Ilhan Omar. Por Jorge L. Leon
Ilhan Omar no es solo una congresista; es un símbolo de polarización y confrontación que debilita la unidad de Estados Unidos. Desde su llegada al Congreso en 2019, ha adoptado posturas radicales: cuestiona el intervencionismo militar, propone recortes drásticos en defensa y desafía la política exterior tradicional, especialmente en Medio Oriente.
Sus defensores la llaman progresista y defensora de derechos humanos. La realidad es otra: sus acciones erosionan alianzas estratégicas, ponen en riesgo intereses nacionales y alimentan divisiones internas. Omar ha convertido la provocación en su estrategia política, priorizando el conflicto sobre la construcción de soluciones.

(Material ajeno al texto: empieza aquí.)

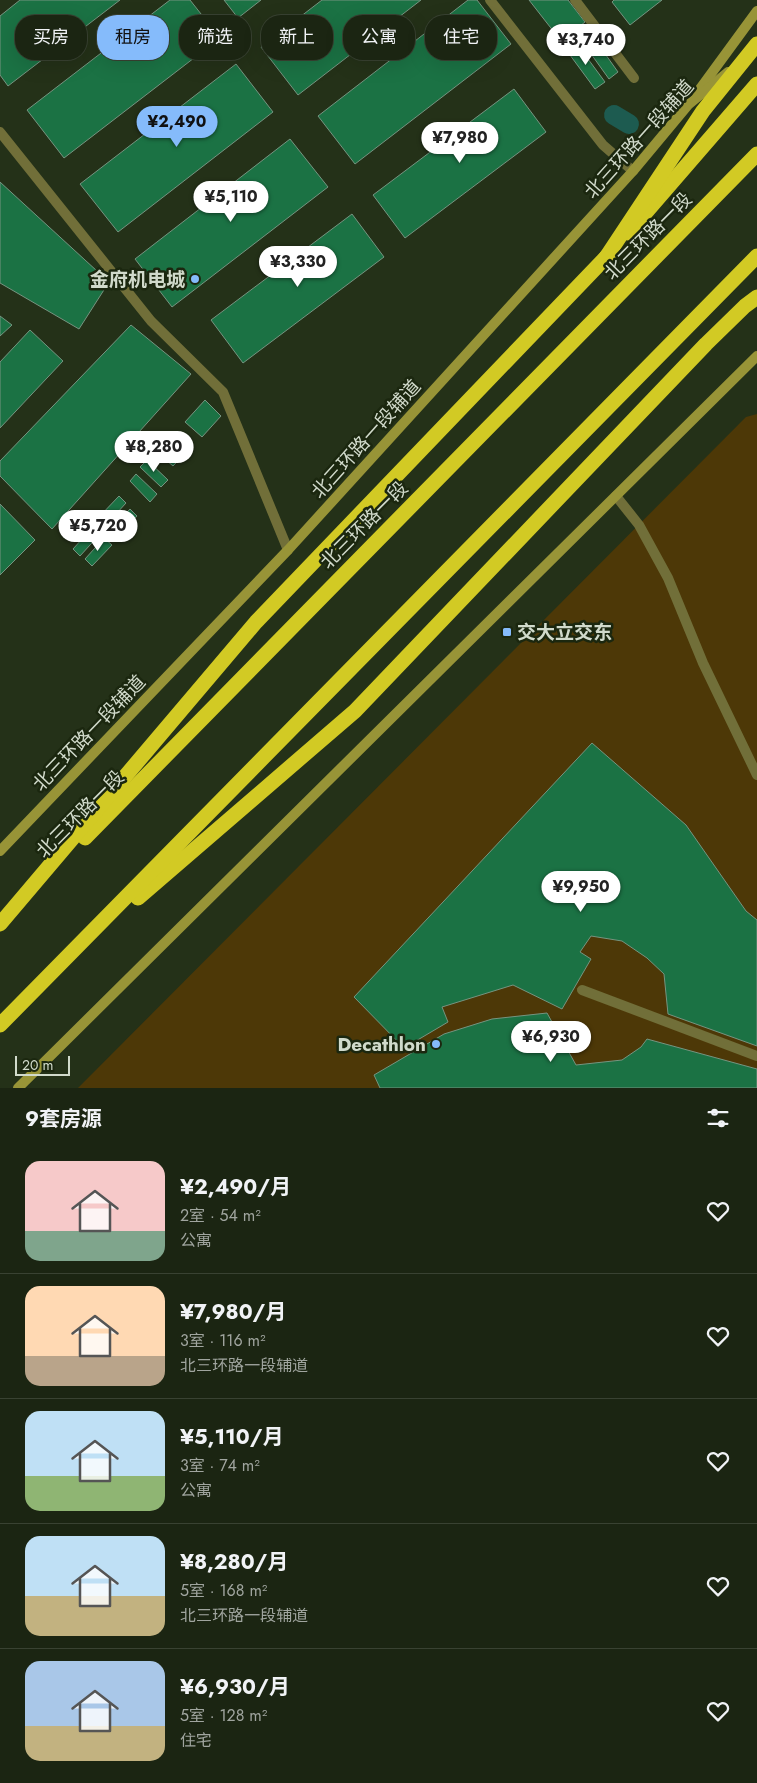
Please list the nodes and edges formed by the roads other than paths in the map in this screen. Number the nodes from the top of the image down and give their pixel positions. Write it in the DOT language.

Su remoción en 2023 del Comité de Asuntos Exteriores confirmó lo evidente: su estilo confrontativo genera rechazo y socava la autoridad institucional. Interrupciones, comentarios provocadores y desafío constante al presidente y a sus colegas muestran que su objetivo no es el bienestar del país, sino la notoriedad personal y la agenda ideológica.
El estado del país exige liderazgo responsable y unidad. Omar, en cambio, escoge la confrontación y se aleja de los intereses nacionales. Su posición no une, divide. Su estilo político erosiona la democracia en lugar de fortalecerla.
La prueba final está en los electores, pero también en la nación: Estados Unidos necesita representantes que construyan cohesión, no que profundicen fisuras. Omar ha demostrado que su influencia no fortalece, sino que debilita la estabilidad institucional y el respeto hacia el sistema democrático.
Ilhan Omar es una de las fisuras de la democracia estadounidense. El país debe reconocerlo y contrarrestar posiciones que perjudican la unidad, la estabilidad y los intereses nacionales. La confrontación política no puede reemplazar la responsabilidad hacia la nación.